The buck stops with the government to stop hate speech, hate crimes: Supreme Court

The court highlighted the problem of hate speech on TV, saying that anchors have become tools to peddle “agendas”, with content also dictated by the “money” behind TV channels

January 13, 2023 07:58 pm | Updated January 14, 2023 09:37 am IST - NEW DELHI

A protest against hate speech in Dehradun. File

A protest against hate speech in Dehradun. File | Photo Credit: PTI

The Supreme Court on Friday said the “buck ultimately stops with the government” to clamp down on hate speech and hate crimes, as they are offences committed on the society.

The government agreed that hate could not hide behind the colour of any religion.

“We would not have liked the government to come in at all, but in certain areas when religious freedom, harmony and orderly progress is gravely affected, it has to intervene… Today what are we fighting about? We have more important things to achieve as a nation — people are starving without jobs,” Justice K.M. Joseph, hearing Bench with Justice B.V. Nagarathna, observed.

The remarks from the Bench came after Uttar Pradesh informed the court that it had registered 580 cases of hate speech in 2021-2022. Of these, 160 were suo motu registered by the police. Uttarakhand said that it had registered 118 cases.

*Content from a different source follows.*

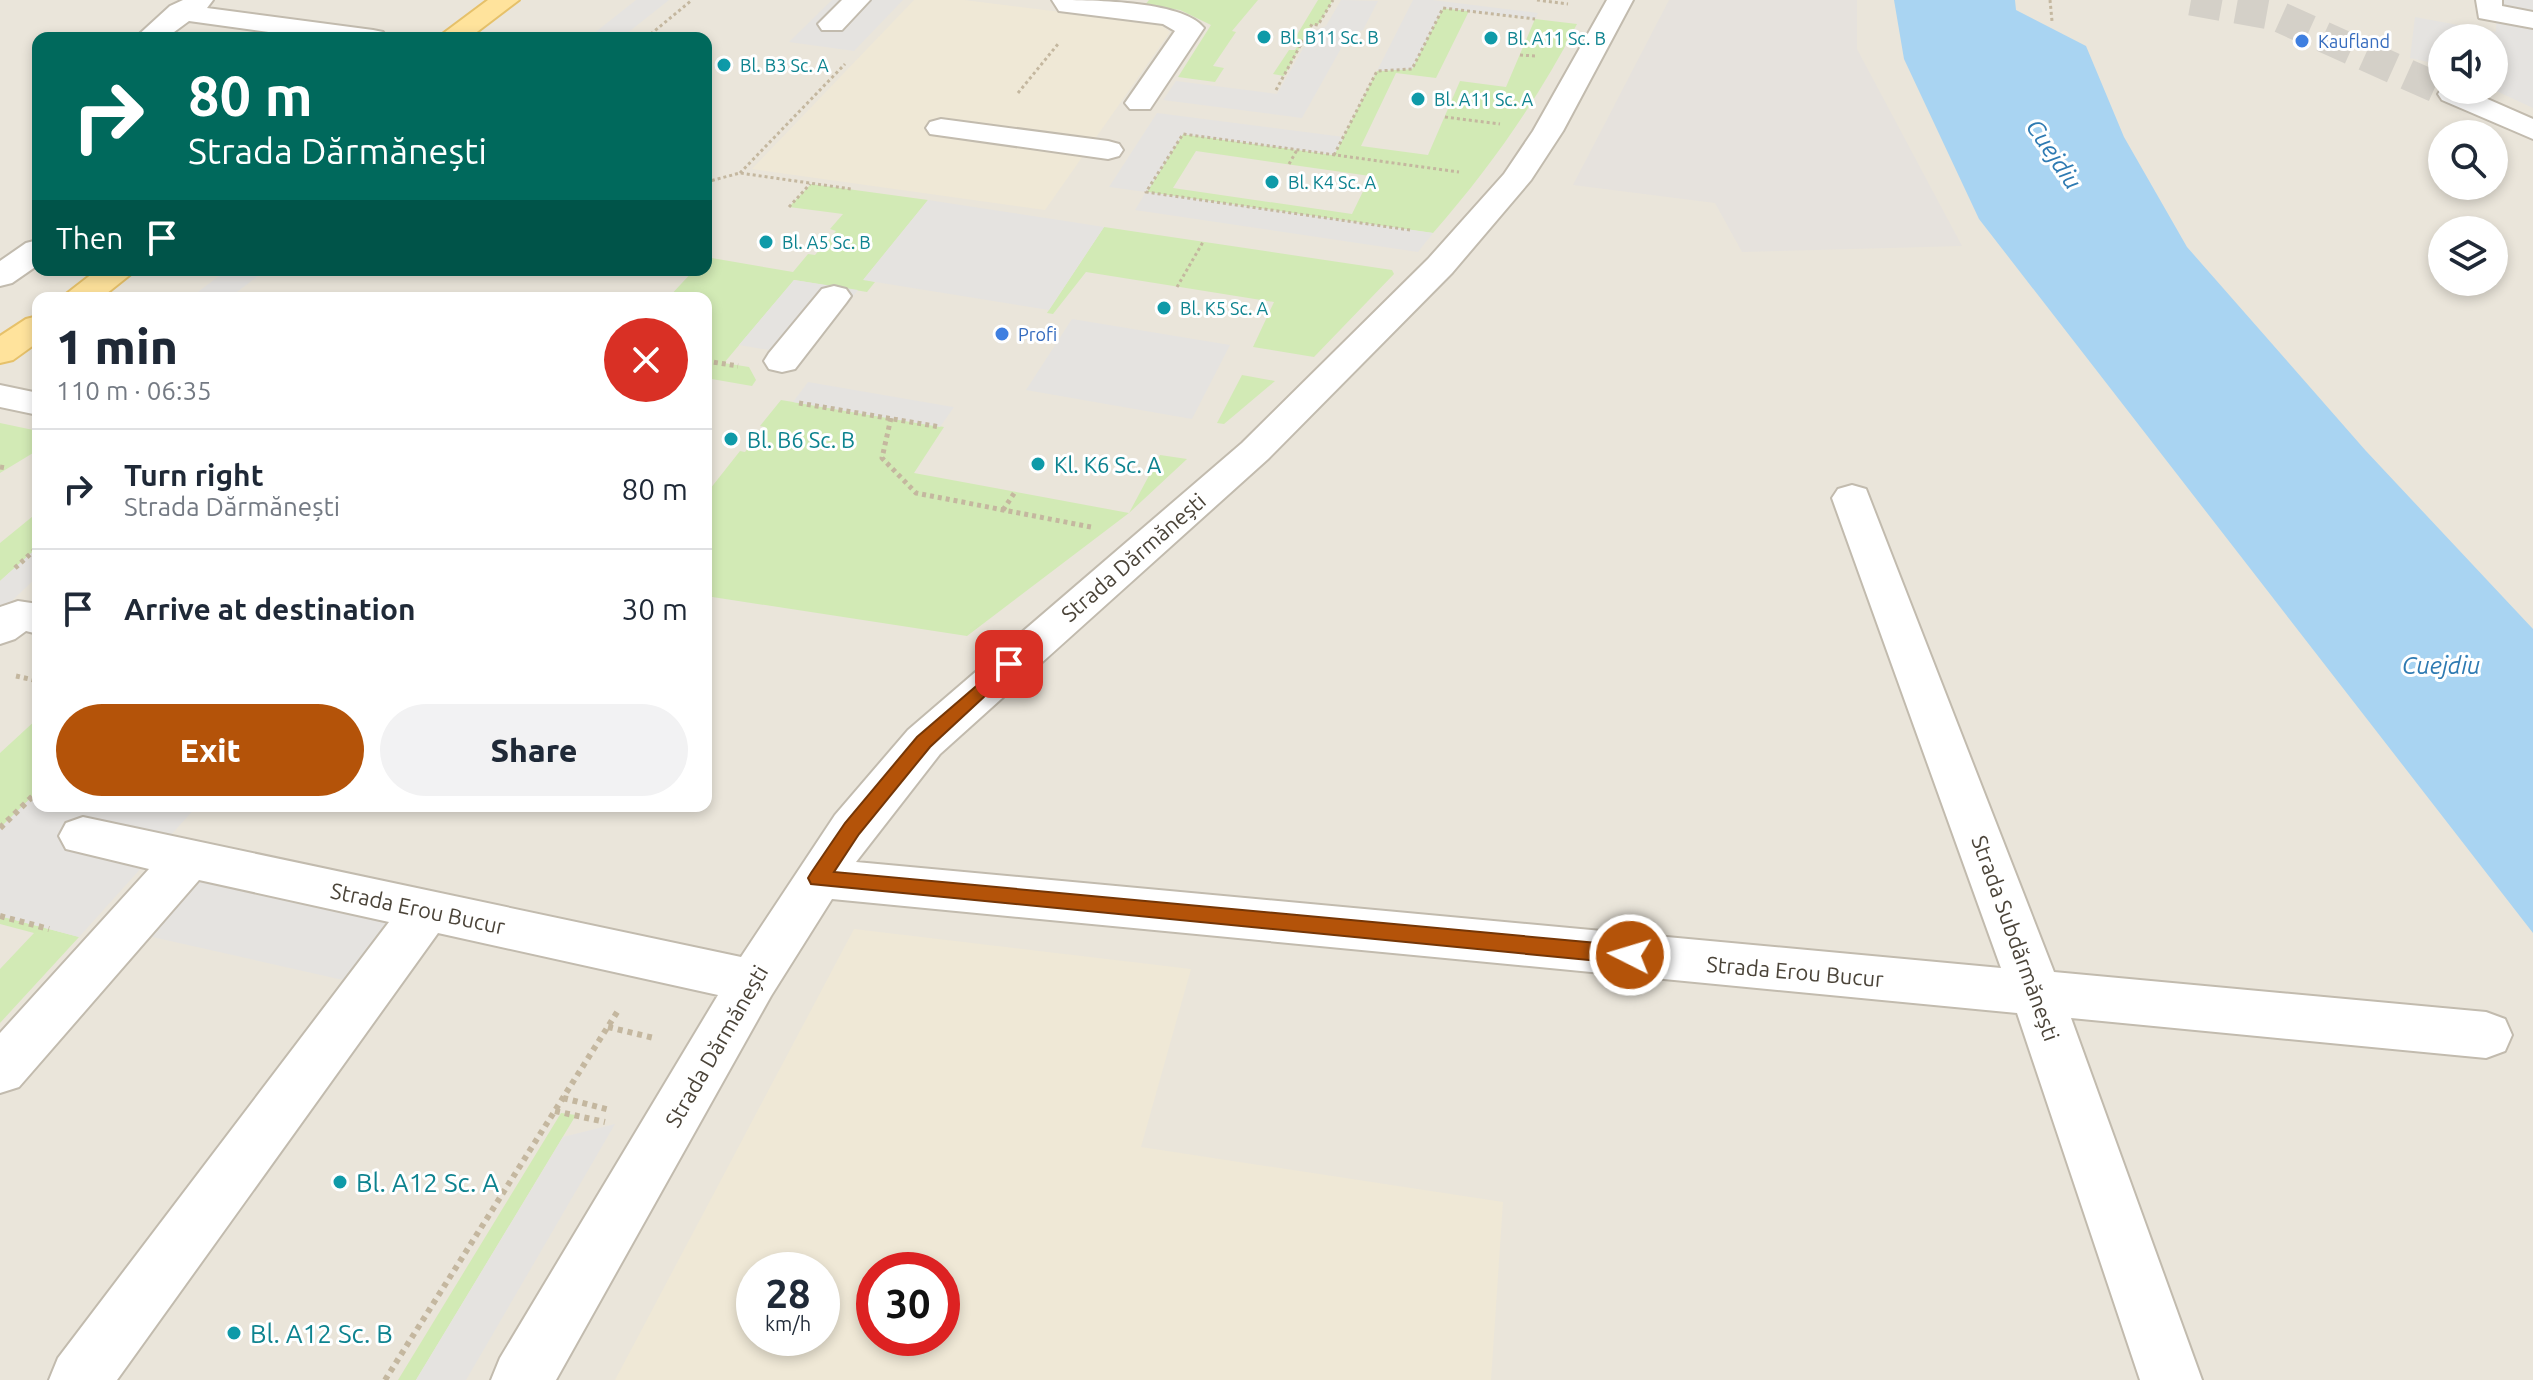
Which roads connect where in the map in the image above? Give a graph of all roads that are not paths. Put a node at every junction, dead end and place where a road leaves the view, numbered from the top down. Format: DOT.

“This [hate speech] is a complete menace, nothing short of it,” Justice Joseph said.

‘Peddling agendas’

During the hearing, the court highlighted the problem of hate speech on television. It said that TV channels and their anchors have become tools to peddle particular “agendas” through the powerful visual medium, creating divisiveness and violent instincts in the society to win their TRP (or television rating point) wars.

“We require a free and balanced media in India. But they are not balanced… We have got TV for decades now, but you [government] have not thought of anything for TV and therefore it has become a free-for-all,” Justice Nagarathna said.

Asking whether any anchor has been “taken off air” to send a message against triggering hate or bias on TV, the court said that “if freedom is exercised with an agenda or to promote an agenda, you are not actually serving the people but some other cause. Then you have to be dealt with.” The court said that the anchors and the editorial heads of the channels decided the content, adding that it was also dictated by the “money” behind the channels.

Watch | What is ‘hate speech’?

‘Name-calling is denigrating’

Justice Joseph, who said he was speaking for himself, said that he found it denigrating how TV channels resorted to “name-calling”. He referred to the man accused of urinating on a fellow passenger in an Air India flight in this regard. “The type of words used against him… He is an undertrial. Please do not denigrate anyone. Dignity is also part of Article 21 (right to life),” said Justice Joseph.

Justice Nagarathna said that the exercise of free speech by one could not violate the right to dignity and free speech of others.

“They [TV channels] have to be very clear that they cannot go on TV and speak their minds whichever way they want… That is not the exercise of freedom… Freedom comes with responsibility,” Justice Joseph observed.

The court referred to TV debates dissolving into slanging matches where some invitees were muted. Justice Joseph said that such actions affected the viewers’ right to be informed.

Editorial | Vital intervention: On the Supreme Court order against hate speech

‘Media must self-regulate’

Additional Solicitor General K.M. Nataraj said that the government intervened against the media only in “exceptional circumstances”. The onus was on the media to self-regulate and exercise prior restraint. The government was considering legislation and even “comprehensive” amendments to the Code of Criminal Procedure to address the issues highlighted by the court, he said. Meanwhile, individuals wronged could avail of either the mechanisms under the Indian Penal Code or the defamation law.

But Justice Joseph said that while the government was “pondering” ways to tackle the problems, including bringing in a legislation, people could not expect to wait in the serpentine queue to get relief.

“What is the point of relief after everything has vapourised?” the judge asked, posting the case after a month.